育児休業中の傷病休職および傷病手当金の請求について
育児休業中の傷病により傷病手当金と育児休業給付金は併給できるのか、また育児休業中に傷病休職請求はできるのかを考えてみたいと思います。
雇用保険法の雇用継続給付としての育児休業給付金は、出産後も離職することなく、原則として満1歳未満の子を養育するために育児休業している雇用保険の被保険者の生活保障のために支給される保険給付です。保育所待機等一定の条件に該当した場合には、最長2歳まで育児休業期間が延長され、その間は育児休業給付金の支給期間も延長されます。
他方、傷病手当金は健康保険の被保険者が私傷病で継続して3日間の待機期間終了後、引き続き働くことができずに休業し、賃金の支払いを受けることができない場合に休業第4日から休業期間中の生活保障のために支給される保険給付です。
育児休業給付金及び傷病手当金のいずれも、休業期間中の被保険者の生活保障を目的に支給されるものですが、異なる保険制度に基づくものであるため同時に支給を受けることができ、その金額が調整されることはありません。
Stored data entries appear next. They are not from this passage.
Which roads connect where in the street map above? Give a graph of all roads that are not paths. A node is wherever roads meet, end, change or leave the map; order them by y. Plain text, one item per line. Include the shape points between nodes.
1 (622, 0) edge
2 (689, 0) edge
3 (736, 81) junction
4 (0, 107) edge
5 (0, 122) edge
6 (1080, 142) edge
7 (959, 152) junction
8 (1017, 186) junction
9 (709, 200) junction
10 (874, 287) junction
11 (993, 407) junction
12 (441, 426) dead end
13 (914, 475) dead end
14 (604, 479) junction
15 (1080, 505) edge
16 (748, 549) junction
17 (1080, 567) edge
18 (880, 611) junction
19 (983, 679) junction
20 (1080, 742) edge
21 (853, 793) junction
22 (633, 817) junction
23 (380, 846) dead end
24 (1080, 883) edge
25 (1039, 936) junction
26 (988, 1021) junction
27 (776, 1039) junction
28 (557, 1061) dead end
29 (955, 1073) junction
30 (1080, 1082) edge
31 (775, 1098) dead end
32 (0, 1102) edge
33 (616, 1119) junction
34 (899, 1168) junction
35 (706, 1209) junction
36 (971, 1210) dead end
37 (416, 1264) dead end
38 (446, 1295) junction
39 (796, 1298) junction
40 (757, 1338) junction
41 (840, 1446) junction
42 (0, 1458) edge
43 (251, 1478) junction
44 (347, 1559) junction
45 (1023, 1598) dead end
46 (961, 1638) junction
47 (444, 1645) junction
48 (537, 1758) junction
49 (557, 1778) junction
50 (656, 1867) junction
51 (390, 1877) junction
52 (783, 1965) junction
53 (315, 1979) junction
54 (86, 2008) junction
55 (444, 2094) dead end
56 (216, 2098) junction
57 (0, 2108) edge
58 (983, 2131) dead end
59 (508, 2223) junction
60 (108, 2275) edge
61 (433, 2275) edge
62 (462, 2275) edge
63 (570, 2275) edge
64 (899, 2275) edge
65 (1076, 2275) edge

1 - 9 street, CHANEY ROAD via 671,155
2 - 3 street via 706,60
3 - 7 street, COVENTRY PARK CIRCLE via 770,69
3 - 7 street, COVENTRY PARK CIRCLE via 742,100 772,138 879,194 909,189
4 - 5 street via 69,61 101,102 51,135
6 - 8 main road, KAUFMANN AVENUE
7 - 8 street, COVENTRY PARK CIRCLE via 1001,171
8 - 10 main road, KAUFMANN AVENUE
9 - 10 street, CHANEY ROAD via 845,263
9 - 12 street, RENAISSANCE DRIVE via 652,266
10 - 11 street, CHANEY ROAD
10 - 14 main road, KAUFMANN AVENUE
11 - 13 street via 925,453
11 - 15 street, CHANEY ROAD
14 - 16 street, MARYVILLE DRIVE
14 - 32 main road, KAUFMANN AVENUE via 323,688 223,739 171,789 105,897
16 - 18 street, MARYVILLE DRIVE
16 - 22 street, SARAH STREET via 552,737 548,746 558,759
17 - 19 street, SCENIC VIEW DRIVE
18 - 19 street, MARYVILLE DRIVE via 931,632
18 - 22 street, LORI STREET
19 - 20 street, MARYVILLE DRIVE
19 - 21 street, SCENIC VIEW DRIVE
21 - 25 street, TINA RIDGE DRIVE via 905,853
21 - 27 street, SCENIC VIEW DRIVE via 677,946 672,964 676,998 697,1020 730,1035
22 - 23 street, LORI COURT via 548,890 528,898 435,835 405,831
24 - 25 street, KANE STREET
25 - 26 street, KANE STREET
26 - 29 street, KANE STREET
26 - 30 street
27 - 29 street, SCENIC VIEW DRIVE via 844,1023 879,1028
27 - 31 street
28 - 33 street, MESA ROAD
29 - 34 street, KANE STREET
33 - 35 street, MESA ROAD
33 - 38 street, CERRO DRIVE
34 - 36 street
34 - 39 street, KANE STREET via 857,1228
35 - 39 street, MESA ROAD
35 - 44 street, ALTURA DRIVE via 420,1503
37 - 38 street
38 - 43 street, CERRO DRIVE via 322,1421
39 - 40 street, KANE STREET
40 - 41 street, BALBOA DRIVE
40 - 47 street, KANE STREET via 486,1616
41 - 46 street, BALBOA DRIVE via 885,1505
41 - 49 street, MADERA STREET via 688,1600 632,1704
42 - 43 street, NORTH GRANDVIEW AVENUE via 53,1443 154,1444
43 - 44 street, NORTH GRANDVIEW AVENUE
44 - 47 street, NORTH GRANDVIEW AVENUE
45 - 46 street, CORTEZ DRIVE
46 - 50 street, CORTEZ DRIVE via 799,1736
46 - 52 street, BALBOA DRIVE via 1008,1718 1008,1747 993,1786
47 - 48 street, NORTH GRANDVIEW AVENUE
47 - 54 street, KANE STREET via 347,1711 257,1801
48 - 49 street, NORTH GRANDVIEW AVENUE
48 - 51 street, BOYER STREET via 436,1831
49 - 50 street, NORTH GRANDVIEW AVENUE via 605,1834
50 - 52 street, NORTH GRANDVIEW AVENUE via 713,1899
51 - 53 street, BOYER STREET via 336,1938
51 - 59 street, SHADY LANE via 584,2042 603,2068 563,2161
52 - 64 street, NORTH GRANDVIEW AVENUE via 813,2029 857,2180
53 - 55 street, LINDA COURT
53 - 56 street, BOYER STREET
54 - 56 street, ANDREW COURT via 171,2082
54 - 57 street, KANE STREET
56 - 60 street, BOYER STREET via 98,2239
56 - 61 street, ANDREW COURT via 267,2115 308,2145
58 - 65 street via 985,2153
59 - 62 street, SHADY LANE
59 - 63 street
厚生労働省の通達(平4.3.31保険発第39号・庁分発第1243号)によれば、「傷病手当金または出産手当金の支給要件に該当すると認められる者については、その者が育児休業期間中であっても傷病手当金又は出産手当金が支給されるものであること。なお、健康保険法の規定による傷病手当金又は出産手当金が支給される場合であって、同一期間内に事業主から育児休業手当等で報酬と認められるものが支給されているときは、傷病手当金又は出産手当金の支給額について調整を図ること」となっています。